**TASK REQUIREMENTS:**
Return all of the entries exactly, but do not include the pictures.

**DATA FOR THE TASK:**
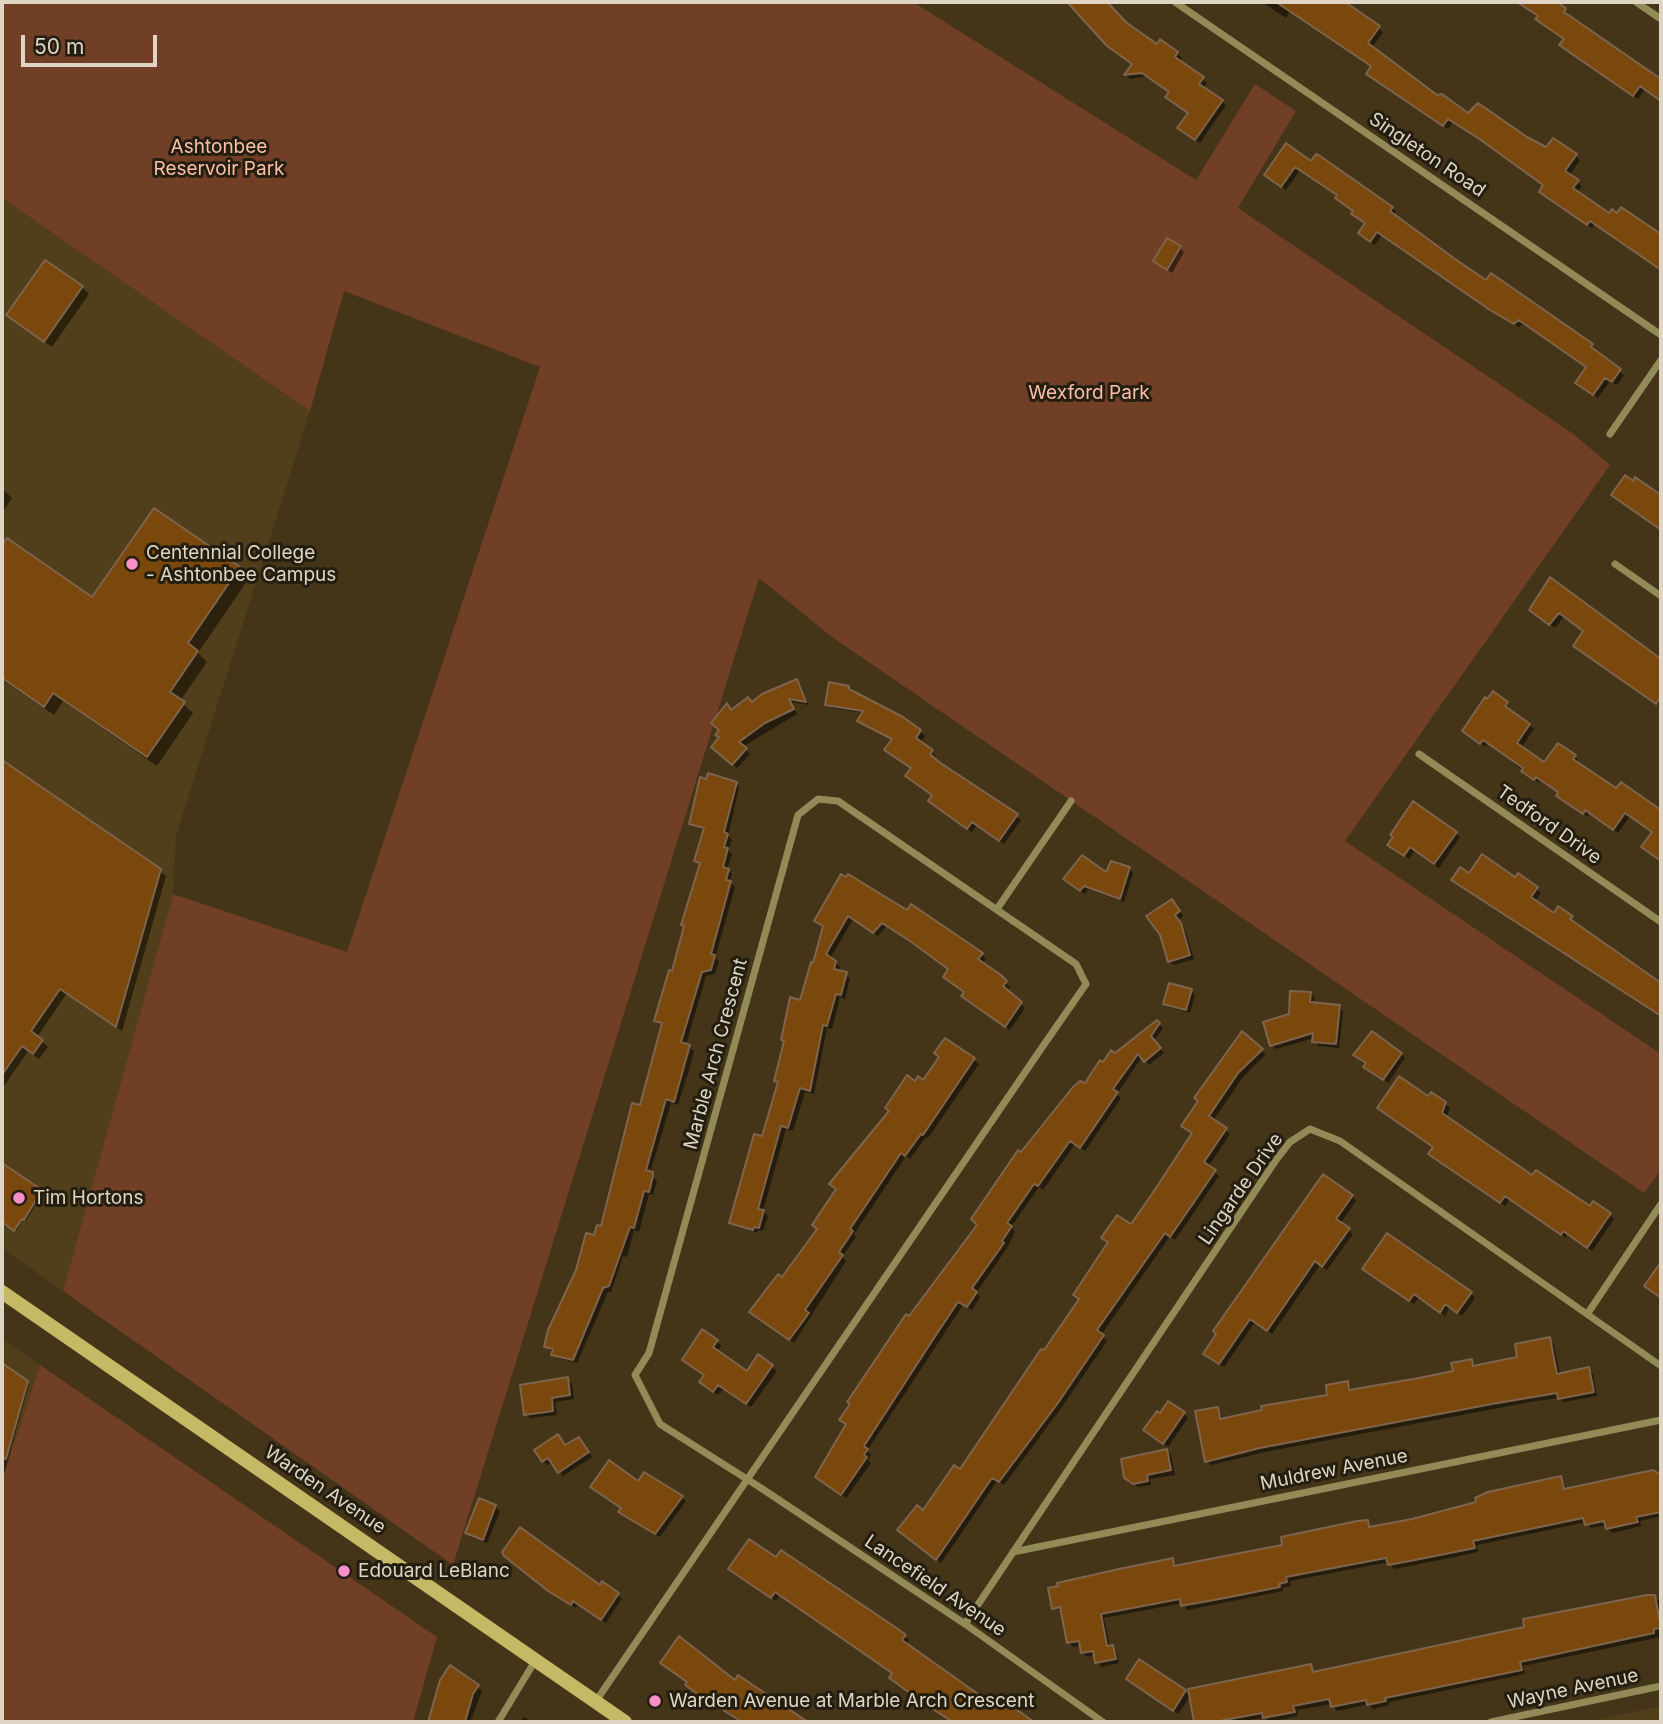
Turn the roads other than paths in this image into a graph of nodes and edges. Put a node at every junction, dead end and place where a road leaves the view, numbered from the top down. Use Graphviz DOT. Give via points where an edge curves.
graph roads {
  1 [pos="1175,2"];
  2 [pos="1636,2"];
  3 [pos="1661,19"];
  4 [pos="1661,335"];
  5 [pos="1661,360"];
  6 [pos="1610,434"];
  7 [pos="1615,564"];
  8 [pos="1661,596"];
  9 [pos="1419,754"];
  10 [pos="1071,801"];
  11 [pos="998,909"];
  12 [pos="1661,922"];
  13 [pos="1661,1205"];
  14 [pos="2,1292"];
  15 [pos="1588,1313"];
  16 [pos="1661,1366"];
  17 [pos="1661,1420"];
  18 [pos="748,1479"];
  19 [pos="1013,1552"];
  20 [pos="965,1624"];
  21 [pos="536,1660"];
  22 [pos="1661,1686"];
  23 [pos="595,1702"];
  24 [pos="498,1722"];
  25 [pos="625,1722"];
  26 [pos="1103,1722"];
  27 [pos="1491,1722"];
  1 -- 4 [label="street, Singleton Road"];
  2 -- 3 [label="street"];
  5 -- 6 [label="street"];
  7 -- 8 [label="street"];
  9 -- 12 [label="street, Tedford Drive"];
  10 -- 11 [label="street"];
  11 -- 18 [label="street, Marble Arch Crescent" via="1076,964 1086,984"];
  11 -- 18 [label="street, Marble Arch Crescent" via="838,802 818,799 798,815 649,1353 635,1375 660,1423"];
  13 -- 15 [label="street"];
  14 -- 21 [label="main road, Warden Avenue"];
  15 -- 16 [label="street, Lingarde Drive"];
  15 -- 19 [label="street, Lingarde Drive" via="1340,1141 1310,1129 1290,1142 1276,1160"];
  17 -- 19 [label="street, Muldrew Avenue"];
  18 -- 20 [label="street, Lancefield Avenue"];
  18 -- 23 [label="street, Marble Arch Crescent"];
  19 -- 20 [label="street, Lingarde Drive"];
  20 -- 26 [label="street, Lancefield Avenue"];
  21 -- 23 [label="main road, Warden Avenue"];
  21 -- 24 [label="street"];
  22 -- 27 [label="street, Wayne Avenue"];
  23 -- 25 [label="main road, Warden Avenue"];
}
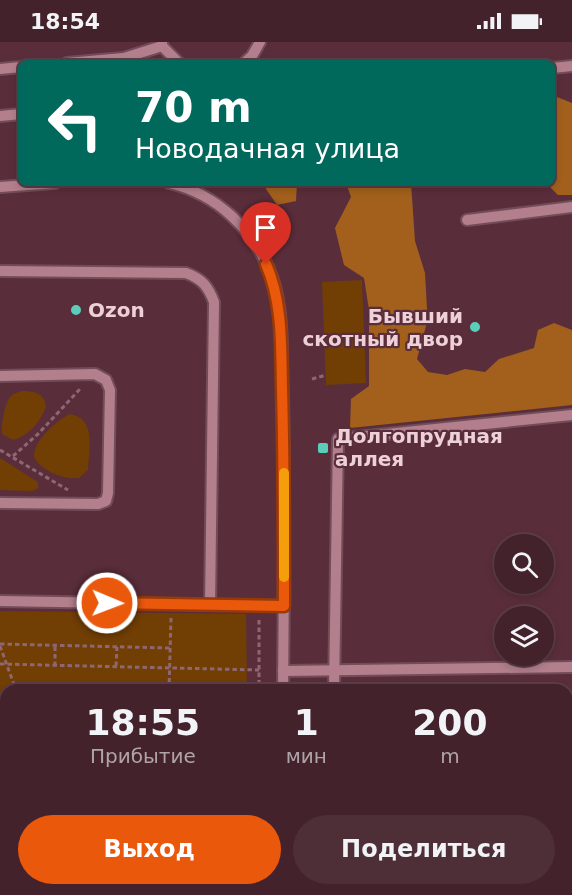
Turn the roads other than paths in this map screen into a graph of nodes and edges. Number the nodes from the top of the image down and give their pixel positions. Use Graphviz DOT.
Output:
graph roads {
  1 [pos="260,42"];
  2 [pos="162,44"];
  3 [pos="101,60"];
  4 [pos="176,60"];
  5 [pos="247,60"];
  6 [pos="572,66"];
  7 [pos="18,67"];
  8 [pos="555,68"];
  9 [pos="0,69"];
  10 [pos="18,114"];
  11 [pos="0,116"];
  12 [pos="18,186"];
  13 [pos="178,186"];
  14 [pos="0,187"];
  15 [pos="572,207"];
  16 [pos="467,220"];
  17 [pos="0,271"];
  18 [pos="0,376"];
  19 [pos="572,415"];
  20 [pos="0,503"];
  21 [pos="0,602"];
  22 [pos="210,605"];
  23 [pos="284,606"];
  24 [pos="572,667"];
  25 [pos="284,671"];
  26 [pos="335,672"];
  27 [pos="283,684"];
  28 [pos="334,684"];
  1 -- 5 [label="street"];
  2 -- 3 [label="street"];
  2 -- 4 [label="street"];
  6 -- 8 [label="street"];
  7 -- 9 [label="street"];
  10 -- 11 [label="street"];
  12 -- 14 [label="street"];
  13 -- 23 [label="street"];
  15 -- 16 [label="street"];
  17 -- 22 [label="street"];
  18 -- 20 [label="street"];
  19 -- 26 [label="street"];
  21 -- 22 [label="street"];
  22 -- 23 [label="street"];
  23 -- 25 [label="street"];
  24 -- 26 [label="street"];
  25 -- 26 [label="street"];
  25 -- 27 [label="street"];
  26 -- 28 [label="street"];
}
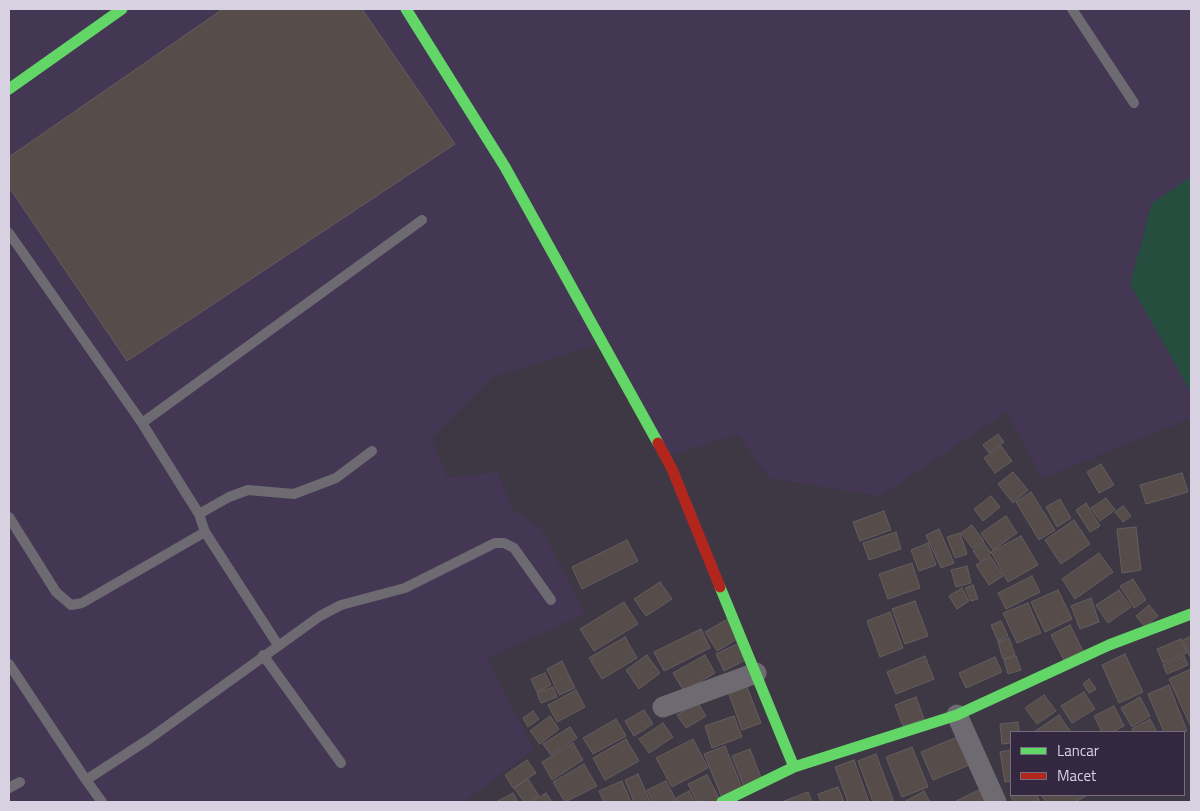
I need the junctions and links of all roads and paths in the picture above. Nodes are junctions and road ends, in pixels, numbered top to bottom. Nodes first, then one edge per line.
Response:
1 (122, 9) edge
2 (406, 9) edge
3 (1072, 9) edge
4 (9, 89) edge
5 (1134, 103) dead end
6 (422, 220) dead end
7 (9, 235) edge
8 (142, 423) junction
9 (372, 451) dead end
10 (199, 514) junction
11 (9, 518) edge
12 (205, 532) junction
13 (551, 600) dead end
14 (1191, 614) edge
15 (278, 645) junction
16 (263, 655) junction
17 (9, 664) edge
18 (756, 673) junction
19 (663, 707) dead end
20 (957, 715) junction
21 (341, 763) dead end
22 (794, 767) junction
23 (86, 780) junction
24 (20, 782) dead end
25 (9, 788) edge
26 (745, 797) edge
27 (102, 802) edge
28 (722, 802) edge
29 (996, 802) edge

1 - 4 street
2 - 18 street
3 - 5 lane
6 - 8 lane
7 - 8 lane
8 - 10 lane
9 - 10 lane
10 - 12 lane
11 - 12 lane
12 - 15 lane
13 - 15 lane
14 - 20 street
15 - 16 lane
16 - 21 lane
16 - 23 lane
17 - 23 lane
18 - 19 street
18 - 22 street
20 - 22 street
20 - 29 street
22 - 26 street
23 - 27 lane
24 - 25 lane
26 - 28 street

**WRITTEN RESPONSE:**
Turn the roads other than paths in this image into a graph of nodes and edges. Put a node at every junction, dead end and place where a road leaves the view, numbered from the top down. Use Graphviz DOT. Give via points where an edge curves.
graph roads {
  1 [pos="1175,2"];
  2 [pos="1636,2"];
  3 [pos="1661,19"];
  4 [pos="1661,335"];
  5 [pos="1661,360"];
  6 [pos="1610,434"];
  7 [pos="1615,564"];
  8 [pos="1661,596"];
  9 [pos="1419,754"];
  10 [pos="1071,801"];
  11 [pos="998,909"];
  12 [pos="1661,922"];
  13 [pos="1661,1205"];
  14 [pos="2,1292"];
  15 [pos="1588,1313"];
  16 [pos="1661,1366"];
  17 [pos="1661,1420"];
  18 [pos="748,1479"];
  19 [pos="1013,1552"];
  20 [pos="965,1624"];
  21 [pos="536,1660"];
  22 [pos="1661,1686"];
  23 [pos="595,1702"];
  24 [pos="498,1722"];
  25 [pos="625,1722"];
  26 [pos="1103,1722"];
  27 [pos="1491,1722"];
  1 -- 4 [label="street, Singleton Road"];
  2 -- 3 [label="street"];
  5 -- 6 [label="street"];
  7 -- 8 [label="street"];
  9 -- 12 [label="street, Tedford Drive"];
  10 -- 11 [label="street"];
  11 -- 18 [label="street, Marble Arch Crescent" via="1076,964 1086,984"];
  11 -- 18 [label="street, Marble Arch Crescent" via="838,802 818,799 798,815 649,1353 635,1375 660,1423"];
  13 -- 15 [label="street"];
  14 -- 21 [label="main road, Warden Avenue"];
  15 -- 16 [label="street, Lingarde Drive"];
  15 -- 19 [label="street, Lingarde Drive" via="1340,1141 1310,1129 1290,1142 1276,1160"];
  17 -- 19 [label="street, Muldrew Avenue"];
  18 -- 20 [label="street, Lancefield Avenue"];
  18 -- 23 [label="street, Marble Arch Crescent"];
  19 -- 20 [label="street, Lingarde Drive"];
  20 -- 26 [label="street, Lancefield Avenue"];
  21 -- 23 [label="main road, Warden Avenue"];
  21 -- 24 [label="street"];
  22 -- 27 [label="street, Wayne Avenue"];
  23 -- 25 [label="main road, Warden Avenue"];
}
Turn the roads other than paths in this map screen into a graph of nodes and edges. Number the nodes from the top of the image down and give their pixel positions. Use Graphviz DOT.
Output:
graph roads {
  1 [pos="260,42"];
  2 [pos="162,44"];
  3 [pos="101,60"];
  4 [pos="176,60"];
  5 [pos="247,60"];
  6 [pos="572,66"];
  7 [pos="18,67"];
  8 [pos="555,68"];
  9 [pos="0,69"];
  10 [pos="18,114"];
  11 [pos="0,116"];
  12 [pos="18,186"];
  13 [pos="178,186"];
  14 [pos="0,187"];
  15 [pos="572,207"];
  16 [pos="467,220"];
  17 [pos="0,271"];
  18 [pos="0,376"];
  19 [pos="572,415"];
  20 [pos="0,503"];
  21 [pos="0,602"];
  22 [pos="210,605"];
  23 [pos="284,606"];
  24 [pos="572,667"];
  25 [pos="284,671"];
  26 [pos="335,672"];
  27 [pos="283,684"];
  28 [pos="334,684"];
  1 -- 5 [label="street"];
  2 -- 3 [label="street"];
  2 -- 4 [label="street"];
  6 -- 8 [label="street"];
  7 -- 9 [label="street"];
  10 -- 11 [label="street"];
  12 -- 14 [label="street"];
  13 -- 23 [label="street"];
  15 -- 16 [label="street"];
  17 -- 22 [label="street"];
  18 -- 20 [label="street"];
  19 -- 26 [label="street"];
  21 -- 22 [label="street"];
  22 -- 23 [label="street"];
  23 -- 25 [label="street"];
  24 -- 26 [label="street"];
  25 -- 26 [label="street"];
  25 -- 27 [label="street"];
  26 -- 28 [label="street"];
}
I need the junctions and links of all roads and paths in the picture above. Nodes are junctions and road ends, in pixels, numbered top to bottom. Nodes first, then one edge per line.
Response:
1 (122, 9) edge
2 (406, 9) edge
3 (1072, 9) edge
4 (9, 89) edge
5 (1134, 103) dead end
6 (422, 220) dead end
7 (9, 235) edge
8 (142, 423) junction
9 (372, 451) dead end
10 (199, 514) junction
11 (9, 518) edge
12 (205, 532) junction
13 (551, 600) dead end
14 (1191, 614) edge
15 (278, 645) junction
16 (263, 655) junction
17 (9, 664) edge
18 (756, 673) junction
19 (663, 707) dead end
20 (957, 715) junction
21 (341, 763) dead end
22 (794, 767) junction
23 (86, 780) junction
24 (20, 782) dead end
25 (9, 788) edge
26 (745, 797) edge
27 (102, 802) edge
28 (722, 802) edge
29 (996, 802) edge

1 - 4 street
2 - 18 street
3 - 5 lane
6 - 8 lane
7 - 8 lane
8 - 10 lane
9 - 10 lane
10 - 12 lane
11 - 12 lane
12 - 15 lane
13 - 15 lane
14 - 20 street
15 - 16 lane
16 - 21 lane
16 - 23 lane
17 - 23 lane
18 - 19 street
18 - 22 street
20 - 22 street
20 - 29 street
22 - 26 street
23 - 27 lane
24 - 25 lane
26 - 28 street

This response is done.